* _WORK REQUEST_
Your answer must be every line of the data that contains "roads".

━━━━━━

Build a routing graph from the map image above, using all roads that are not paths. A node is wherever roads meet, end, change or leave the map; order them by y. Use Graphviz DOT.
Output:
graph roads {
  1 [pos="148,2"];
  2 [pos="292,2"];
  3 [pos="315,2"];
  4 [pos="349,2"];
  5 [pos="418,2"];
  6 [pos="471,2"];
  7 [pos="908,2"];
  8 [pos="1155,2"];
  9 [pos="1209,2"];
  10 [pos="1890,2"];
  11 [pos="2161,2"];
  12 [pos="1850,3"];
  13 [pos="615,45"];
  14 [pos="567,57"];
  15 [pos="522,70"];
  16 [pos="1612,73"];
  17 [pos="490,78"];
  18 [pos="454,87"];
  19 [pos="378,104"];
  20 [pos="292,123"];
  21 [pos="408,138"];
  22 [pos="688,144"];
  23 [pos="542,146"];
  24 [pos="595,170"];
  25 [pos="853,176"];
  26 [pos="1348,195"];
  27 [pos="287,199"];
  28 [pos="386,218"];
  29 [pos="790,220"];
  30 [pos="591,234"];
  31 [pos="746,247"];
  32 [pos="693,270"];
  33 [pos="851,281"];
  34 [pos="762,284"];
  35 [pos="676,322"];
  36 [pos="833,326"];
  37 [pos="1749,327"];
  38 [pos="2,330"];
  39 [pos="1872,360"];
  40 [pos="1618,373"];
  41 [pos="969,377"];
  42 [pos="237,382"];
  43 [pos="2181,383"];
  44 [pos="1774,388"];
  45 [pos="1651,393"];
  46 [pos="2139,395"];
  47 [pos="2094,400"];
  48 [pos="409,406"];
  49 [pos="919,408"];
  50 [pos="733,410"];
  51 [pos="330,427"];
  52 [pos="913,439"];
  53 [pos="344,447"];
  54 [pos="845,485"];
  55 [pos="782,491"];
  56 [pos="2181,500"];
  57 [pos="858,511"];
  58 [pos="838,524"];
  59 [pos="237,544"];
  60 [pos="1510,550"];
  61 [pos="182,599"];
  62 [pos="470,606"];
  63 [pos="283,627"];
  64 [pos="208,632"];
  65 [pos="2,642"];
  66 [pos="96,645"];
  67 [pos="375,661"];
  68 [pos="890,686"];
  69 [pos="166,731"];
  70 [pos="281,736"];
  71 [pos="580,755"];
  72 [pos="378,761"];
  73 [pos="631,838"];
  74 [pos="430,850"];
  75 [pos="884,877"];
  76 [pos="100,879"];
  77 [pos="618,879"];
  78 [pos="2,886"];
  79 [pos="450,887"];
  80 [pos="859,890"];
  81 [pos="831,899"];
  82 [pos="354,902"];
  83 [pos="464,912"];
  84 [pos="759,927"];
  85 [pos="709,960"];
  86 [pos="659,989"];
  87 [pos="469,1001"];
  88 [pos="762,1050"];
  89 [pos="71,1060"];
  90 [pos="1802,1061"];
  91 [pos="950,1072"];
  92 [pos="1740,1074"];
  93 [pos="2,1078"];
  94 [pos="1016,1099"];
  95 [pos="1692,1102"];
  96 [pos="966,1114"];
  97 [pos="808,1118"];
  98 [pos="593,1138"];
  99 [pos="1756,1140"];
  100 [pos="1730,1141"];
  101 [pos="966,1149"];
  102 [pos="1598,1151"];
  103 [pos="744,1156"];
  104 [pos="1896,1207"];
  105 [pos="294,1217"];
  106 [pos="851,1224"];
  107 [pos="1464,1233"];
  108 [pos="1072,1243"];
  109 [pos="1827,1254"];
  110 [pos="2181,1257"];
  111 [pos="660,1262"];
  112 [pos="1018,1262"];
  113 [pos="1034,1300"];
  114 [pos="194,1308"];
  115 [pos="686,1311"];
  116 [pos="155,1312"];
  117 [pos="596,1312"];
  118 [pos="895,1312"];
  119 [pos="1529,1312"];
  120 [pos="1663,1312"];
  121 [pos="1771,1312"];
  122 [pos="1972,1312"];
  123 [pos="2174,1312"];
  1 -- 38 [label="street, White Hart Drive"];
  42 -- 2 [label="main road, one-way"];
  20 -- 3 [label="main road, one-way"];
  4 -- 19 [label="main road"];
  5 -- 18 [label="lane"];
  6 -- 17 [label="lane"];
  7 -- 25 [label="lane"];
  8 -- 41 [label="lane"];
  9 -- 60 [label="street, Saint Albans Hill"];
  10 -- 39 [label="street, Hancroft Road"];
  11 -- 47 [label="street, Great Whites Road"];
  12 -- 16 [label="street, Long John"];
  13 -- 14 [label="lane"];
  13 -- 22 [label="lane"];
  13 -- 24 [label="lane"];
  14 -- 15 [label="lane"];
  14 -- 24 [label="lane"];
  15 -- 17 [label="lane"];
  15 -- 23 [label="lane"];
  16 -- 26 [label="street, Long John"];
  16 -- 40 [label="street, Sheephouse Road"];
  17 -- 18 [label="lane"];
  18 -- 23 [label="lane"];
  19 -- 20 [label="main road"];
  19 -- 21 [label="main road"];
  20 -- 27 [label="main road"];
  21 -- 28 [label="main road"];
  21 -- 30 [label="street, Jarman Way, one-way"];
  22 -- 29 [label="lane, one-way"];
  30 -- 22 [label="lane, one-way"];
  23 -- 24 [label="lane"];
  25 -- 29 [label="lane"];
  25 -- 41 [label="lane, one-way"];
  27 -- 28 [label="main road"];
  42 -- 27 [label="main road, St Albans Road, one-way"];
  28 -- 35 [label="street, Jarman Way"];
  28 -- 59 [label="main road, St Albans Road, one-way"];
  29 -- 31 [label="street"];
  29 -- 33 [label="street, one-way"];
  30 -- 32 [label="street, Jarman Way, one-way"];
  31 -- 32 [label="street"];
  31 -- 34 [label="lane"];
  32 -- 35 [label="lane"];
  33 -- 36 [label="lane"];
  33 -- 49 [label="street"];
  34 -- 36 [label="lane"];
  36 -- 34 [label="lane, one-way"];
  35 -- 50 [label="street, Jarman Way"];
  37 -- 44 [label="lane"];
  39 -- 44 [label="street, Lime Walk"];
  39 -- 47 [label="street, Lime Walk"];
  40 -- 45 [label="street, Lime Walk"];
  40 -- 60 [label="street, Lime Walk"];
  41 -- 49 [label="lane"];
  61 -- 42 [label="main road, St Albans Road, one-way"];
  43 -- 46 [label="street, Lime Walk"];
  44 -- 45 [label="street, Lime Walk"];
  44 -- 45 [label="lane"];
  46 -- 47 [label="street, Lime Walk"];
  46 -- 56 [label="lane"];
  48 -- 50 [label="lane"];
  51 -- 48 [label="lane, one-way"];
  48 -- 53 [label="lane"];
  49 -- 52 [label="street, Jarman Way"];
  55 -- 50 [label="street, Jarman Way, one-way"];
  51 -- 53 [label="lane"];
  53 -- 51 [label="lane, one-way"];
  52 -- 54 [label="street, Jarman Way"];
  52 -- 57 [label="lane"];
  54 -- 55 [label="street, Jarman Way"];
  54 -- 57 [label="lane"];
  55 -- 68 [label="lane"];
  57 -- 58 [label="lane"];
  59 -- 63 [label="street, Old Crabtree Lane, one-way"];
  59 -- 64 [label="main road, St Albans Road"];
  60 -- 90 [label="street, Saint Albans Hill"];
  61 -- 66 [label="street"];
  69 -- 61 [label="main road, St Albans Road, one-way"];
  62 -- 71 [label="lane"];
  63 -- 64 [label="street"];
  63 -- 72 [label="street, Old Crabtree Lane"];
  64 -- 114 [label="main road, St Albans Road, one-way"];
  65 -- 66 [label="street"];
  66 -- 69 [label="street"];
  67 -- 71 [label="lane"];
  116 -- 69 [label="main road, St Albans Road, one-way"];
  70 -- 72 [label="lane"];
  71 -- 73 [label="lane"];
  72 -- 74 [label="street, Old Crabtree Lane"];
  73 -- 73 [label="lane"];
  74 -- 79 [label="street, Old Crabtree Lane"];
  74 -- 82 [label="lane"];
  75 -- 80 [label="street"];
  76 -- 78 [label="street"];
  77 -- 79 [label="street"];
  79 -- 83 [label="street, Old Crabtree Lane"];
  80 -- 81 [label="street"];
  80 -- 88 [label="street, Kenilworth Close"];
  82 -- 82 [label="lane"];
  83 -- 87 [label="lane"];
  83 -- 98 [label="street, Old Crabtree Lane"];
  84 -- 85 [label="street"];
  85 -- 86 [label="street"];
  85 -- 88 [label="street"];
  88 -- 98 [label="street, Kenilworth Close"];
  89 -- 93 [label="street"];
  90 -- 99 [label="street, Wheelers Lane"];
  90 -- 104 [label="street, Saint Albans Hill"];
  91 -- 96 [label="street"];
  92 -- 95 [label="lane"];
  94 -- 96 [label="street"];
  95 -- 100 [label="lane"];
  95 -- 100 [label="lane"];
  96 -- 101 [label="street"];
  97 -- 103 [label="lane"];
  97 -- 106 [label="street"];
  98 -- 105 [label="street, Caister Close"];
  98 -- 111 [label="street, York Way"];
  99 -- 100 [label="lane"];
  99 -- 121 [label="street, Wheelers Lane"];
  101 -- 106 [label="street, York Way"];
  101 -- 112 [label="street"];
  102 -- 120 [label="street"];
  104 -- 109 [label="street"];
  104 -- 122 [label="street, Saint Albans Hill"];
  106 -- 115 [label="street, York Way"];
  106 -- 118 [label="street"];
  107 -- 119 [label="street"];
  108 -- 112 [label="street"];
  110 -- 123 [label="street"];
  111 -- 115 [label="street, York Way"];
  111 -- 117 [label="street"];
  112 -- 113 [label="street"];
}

━━━━━━

* _FINISHED TASK_
Build a routing graph from the map image above, using all roads that are not paths. A node is wherever roads meet, end, change or leave the map; order them by y. Use Graphviz DOT.
graph roads {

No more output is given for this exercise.